There has been in the recent past a tick box exercise with BBC Local radio. There was Dave and Sue, and the playlist still represents Sue ,it is a commercially driven  repeated muzak and in my opinion damages the spoken content, because we will switch off after hearing the same flipping awful song time and time again.


Perhaps read this article about Dave and Sue.

http://www.telegraph.co.uk/news/uknews/1540151/Age-discrimination-is-rife-within-the-BBC-but-they-get-away-with-it.html


And DQF let us not forget was about cost cutting, nothing else.  BBC local radio was saved  from the cuts by those who actually value it and know that its essence is not in ticking boxes but representing local communities, you hear that every day on most stations on peak programs. The contributions that saved BBC local radio came from MPs, Farming communities, local business, charities, the music industry, etc etc and most importantly it came from the public who recognised that it was the way to have their say on national and local issues.


That is an important part of democracy.


I know that , against the odds, my BBC local radio station works very hard to cover the issues that are important in my area. They certainly want engagement and interaction for that to work. That engagement and interaction is up to us as listeners and we need to use that opportunity,


If something goes wrong with a program or feature, or there is a problem with interacting we should be clear and honest in our complaint. In that way we can see where the problem lies and not suggest that it reflects a wider problem with BBC local radio. Because there are real problems, such as funding and the Mark Forrest Show and the amount of pre recorded shows.


So , please, no more cooking metaphors and more detail.

I disagree, I think the original poster has made it perfectly clear what the problems are. A good BBC local radio station should be offering a wide range of music, discussing local topics, bringing an element of fun as well as the serious topics and interacting with listeners who have suggestions/issues. It is clear that the poster doesn't think this is happening.
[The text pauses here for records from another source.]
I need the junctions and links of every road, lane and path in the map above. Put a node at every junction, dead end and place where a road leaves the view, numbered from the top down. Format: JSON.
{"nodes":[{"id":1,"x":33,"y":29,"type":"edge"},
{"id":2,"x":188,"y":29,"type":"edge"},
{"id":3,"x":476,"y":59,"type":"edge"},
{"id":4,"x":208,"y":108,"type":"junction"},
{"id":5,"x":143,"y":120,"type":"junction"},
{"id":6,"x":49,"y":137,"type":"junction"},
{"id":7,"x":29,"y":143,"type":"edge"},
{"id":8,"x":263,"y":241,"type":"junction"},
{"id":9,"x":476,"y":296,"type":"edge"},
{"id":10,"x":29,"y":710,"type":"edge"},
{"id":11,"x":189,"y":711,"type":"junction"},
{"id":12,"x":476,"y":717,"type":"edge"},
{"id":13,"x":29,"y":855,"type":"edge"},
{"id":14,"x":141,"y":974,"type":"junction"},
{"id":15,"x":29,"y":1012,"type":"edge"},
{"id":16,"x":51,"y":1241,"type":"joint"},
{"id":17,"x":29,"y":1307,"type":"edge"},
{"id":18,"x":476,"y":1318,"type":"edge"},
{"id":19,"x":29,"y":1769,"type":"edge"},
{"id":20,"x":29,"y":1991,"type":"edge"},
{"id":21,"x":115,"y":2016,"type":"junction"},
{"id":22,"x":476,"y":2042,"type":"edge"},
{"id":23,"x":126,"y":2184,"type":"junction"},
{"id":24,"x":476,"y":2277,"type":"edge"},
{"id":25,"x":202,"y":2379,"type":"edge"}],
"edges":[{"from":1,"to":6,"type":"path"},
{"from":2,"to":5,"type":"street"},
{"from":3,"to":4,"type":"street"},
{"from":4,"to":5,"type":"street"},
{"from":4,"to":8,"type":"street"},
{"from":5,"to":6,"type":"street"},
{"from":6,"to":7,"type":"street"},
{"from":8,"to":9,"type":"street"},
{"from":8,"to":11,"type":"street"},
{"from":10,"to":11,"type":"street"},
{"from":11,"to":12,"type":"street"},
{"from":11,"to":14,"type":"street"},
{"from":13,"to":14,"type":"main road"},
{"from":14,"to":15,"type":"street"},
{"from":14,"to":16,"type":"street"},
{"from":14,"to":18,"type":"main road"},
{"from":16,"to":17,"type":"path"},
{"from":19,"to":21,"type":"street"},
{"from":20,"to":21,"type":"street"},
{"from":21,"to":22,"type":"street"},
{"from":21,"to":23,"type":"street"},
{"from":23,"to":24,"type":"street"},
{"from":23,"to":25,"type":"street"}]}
I always turn off when presenters ask questions like 'What are you having for your tea?'. Who cares what another listener is having for their tea. There are others such as 'What are you doing whilst listening to the show?' and 'Which famous celebrity have you met in your supermarket?' Who cares. This suggests a lack of creativity and also makes you wonder how long the presenters/producers spend planning their shows.

The ban on quizzes/prizes has been a major blow because this used to add a fun element between the more serious news/discussion programmes.

A lot of stations do not have listener request shows now suggesting that the BBC just want to play a bland selection of music rather than what the listeners actually want.

We all know there is a lack of funds these days but this does not excuse some of the content.

JY

  • Full Member
  • ***
  • Posts: 159
    • View Profile
I could not agree with your post more Radio Lad well said why the hell are quizzes banned still good points.

Inews/discussion programmes.

A lot of stations do not have listener request shows now suggesting that the BBC just want to play a bland selection of music rather than what the listeners actually want.



BBC 3CR have an excellent request show on Saturday Mornings.

Dennis Marshall

  • Full Member
  • ***
  • Posts: 103
    • View Profile
    • Email
It may be appropriate to consider the concept of a whole request show to be a somewhat dated one, maybe not suited to present day broadcasting - at least not at local level. However, individual request features (within a general programme) are very much alive and well. Or at least, they should be - the situation appears to vary wildly, from one area to another.

Whilst it may not be wholly reasonable to expect music requesting to be enshrined within the Service Licence, the present confused system is of use neither to man nor beast. Although the BBC will cite a shortage of funds ad nauseum, there can be no sound reasoning behind the complete and total removal of music requests, from one BBC local radio station in the Midlands.

Paradoxically, the greater majority of that station's listeners will be able to hear neighbouring BBC local radio stations, continuing to offer music requests, including one station that devotes vast segments of Sunday morning to a variety of music, clearly chosen by their audience. In the simplest possible terms - why do all BBC local radio stations still fail to sing from the same hymnsheet? Is it really any more expensive, to programme a mere handful of listeners' favourite music?

Can an accurate price be put upon the intrinsic value of effective interaction with your audience? Or is 'Be Part Of It' now all too much trouble, in the midst of 'Radio With Personality'?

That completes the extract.